● **Exercise prompt**
Make a verbatim copy of the records; pictures stay out.

Saved data entries
--- START ---
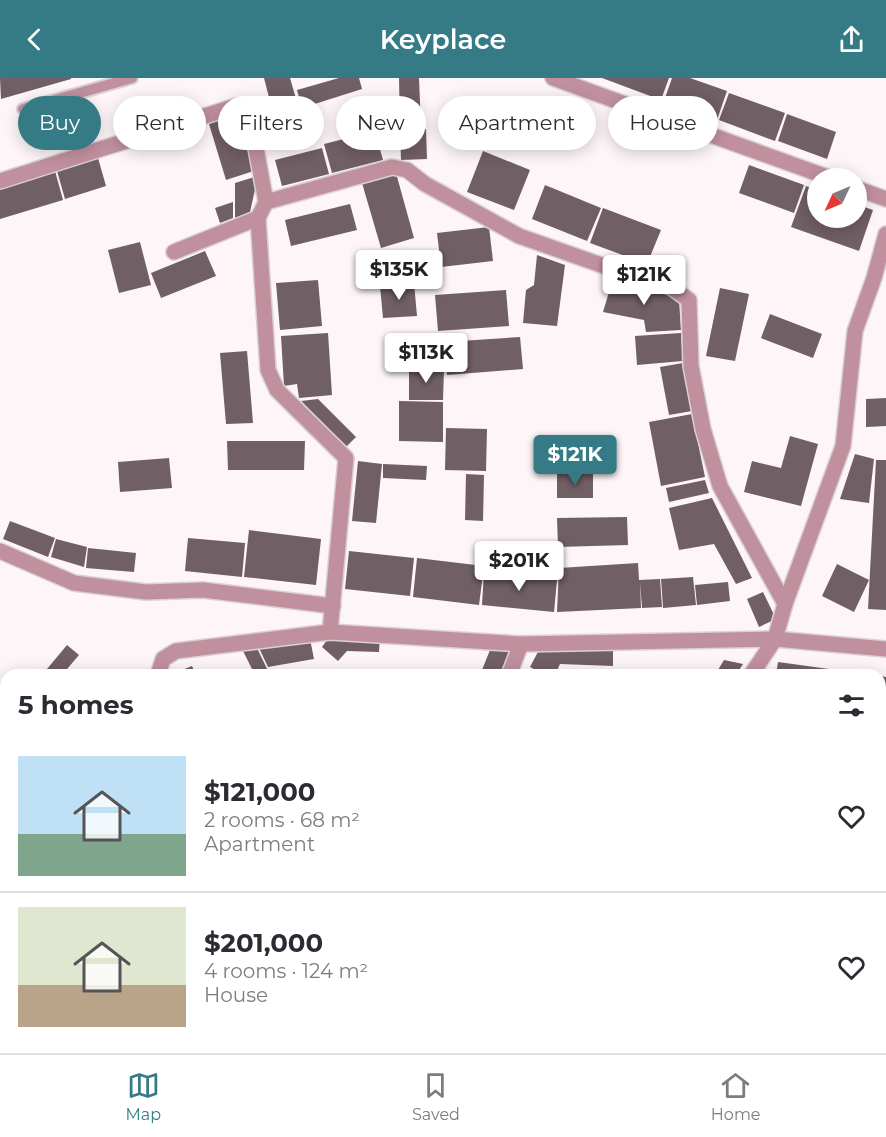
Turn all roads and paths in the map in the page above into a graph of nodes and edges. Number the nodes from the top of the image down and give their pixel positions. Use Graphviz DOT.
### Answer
graph roads {
  1 [pos="132,78"];
  2 [pos="553,78"];
  3 [pos="69,96"];
  4 [pos="807,170"];
  5 [pos="0,181"];
  6 [pos="867,192"];
  7 [pos="886,199"];
  8 [pos="266,202"];
  9 [pos="258,218"];
  10 [pos="886,234"];
  11 [pos="174,252"];
  12 [pos="0,550"];
  13 [pos="785,604"];
  14 [pos="333,606"];
  15 [pos="330,632"];
  16 [pos="775,639"];
  17 [pos="521,644"];
  18 [pos="886,649"];
  19 [pos="160,669"];
  20 [pos="511,669"];
  21 [pos="755,669"];
  1 -- 3 [label="lane"];
  2 -- 4 [label="street"];
  5 -- 8 [label="street"];
  6 -- 7 [label="street"];
  8 -- 9 [label="street"];
  8 -- 13 [label="street"];
  9 -- 11 [label="street"];
  9 -- 14 [label="street"];
  10 -- 13 [label="street"];
  12 -- 14 [label="street"];
  13 -- 16 [label="street"];
  14 -- 15 [label="street"];
  15 -- 17 [label="street"];
  15 -- 19 [label="street"];
  16 -- 17 [label="street"];
  16 -- 18 [label="street"];
  16 -- 21 [label="street"];
  17 -- 20 [label="street"];
}
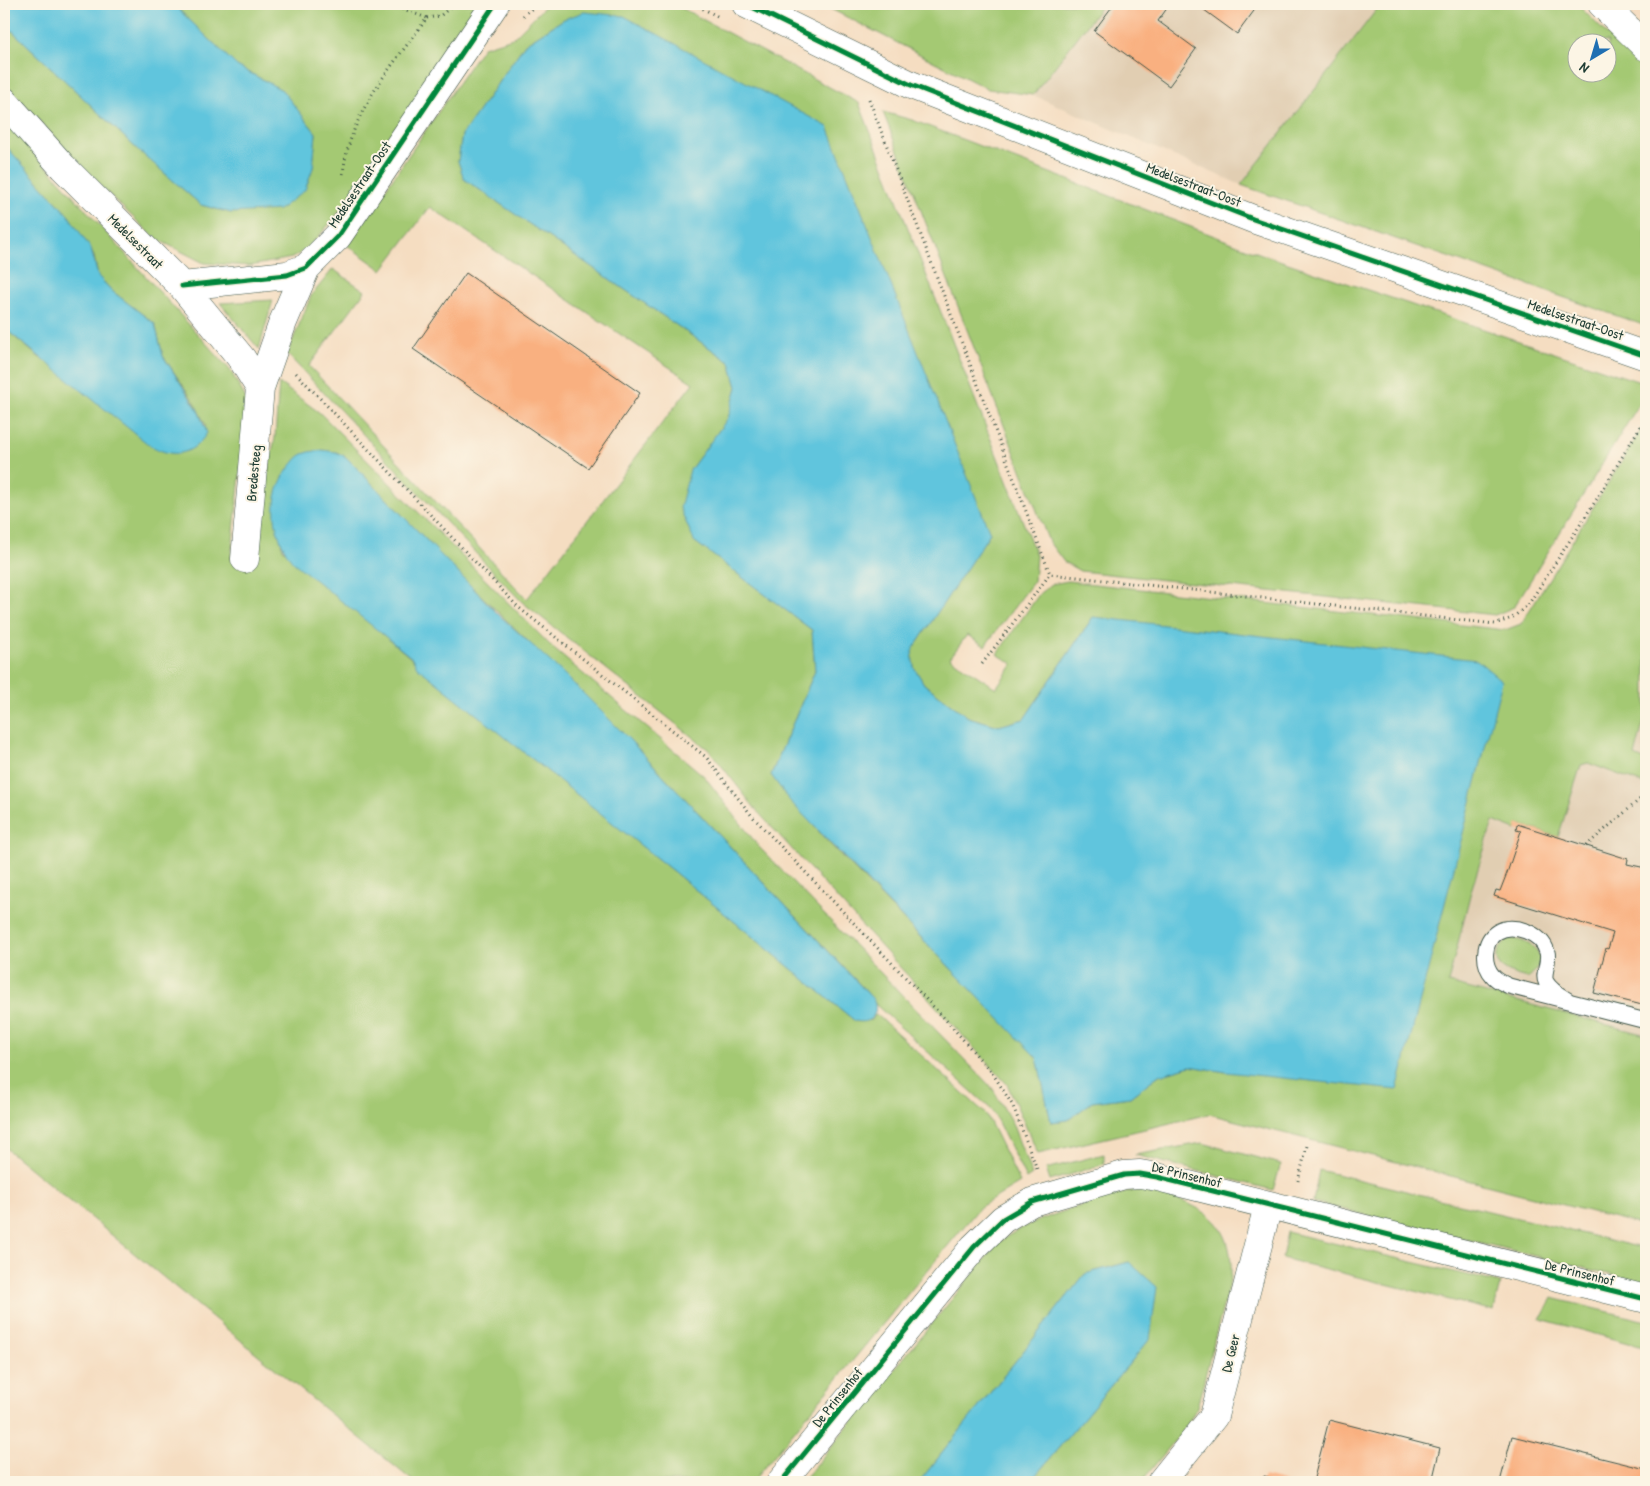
--- END ---
● **Problem solution**
Turn all roads and paths in the map in the page above into a graph of nodes and edges. Number the nodes from the top of the image down and give their pixel positions. Use Graphviz DOT.
### Answer
graph roads {
  1 [pos="132,78"];
  2 [pos="553,78"];
  3 [pos="69,96"];
  4 [pos="807,170"];
  5 [pos="0,181"];
  6 [pos="867,192"];
  7 [pos="886,199"];
  8 [pos="266,202"];
  9 [pos="258,218"];
  10 [pos="886,234"];
  11 [pos="174,252"];
  12 [pos="0,550"];
  13 [pos="785,604"];
  14 [pos="333,606"];
  15 [pos="330,632"];
  16 [pos="775,639"];
  17 [pos="521,644"];
  18 [pos="886,649"];
  19 [pos="160,669"];
  20 [pos="511,669"];
  21 [pos="755,669"];
  1 -- 3 [label="lane"];
  2 -- 4 [label="street"];
  5 -- 8 [label="street"];
  6 -- 7 [label="street"];
  8 -- 9 [label="street"];
  8 -- 13 [label="street"];
  9 -- 11 [label="street"];
  9 -- 14 [label="street"];
  10 -- 13 [label="street"];
  12 -- 14 [label="street"];
  13 -- 16 [label="street"];
  14 -- 15 [label="street"];
  15 -- 17 [label="street"];
  15 -- 19 [label="street"];
  16 -- 17 [label="street"];
  16 -- 18 [label="street"];
  16 -- 21 [label="street"];
  17 -- 20 [label="street"];
}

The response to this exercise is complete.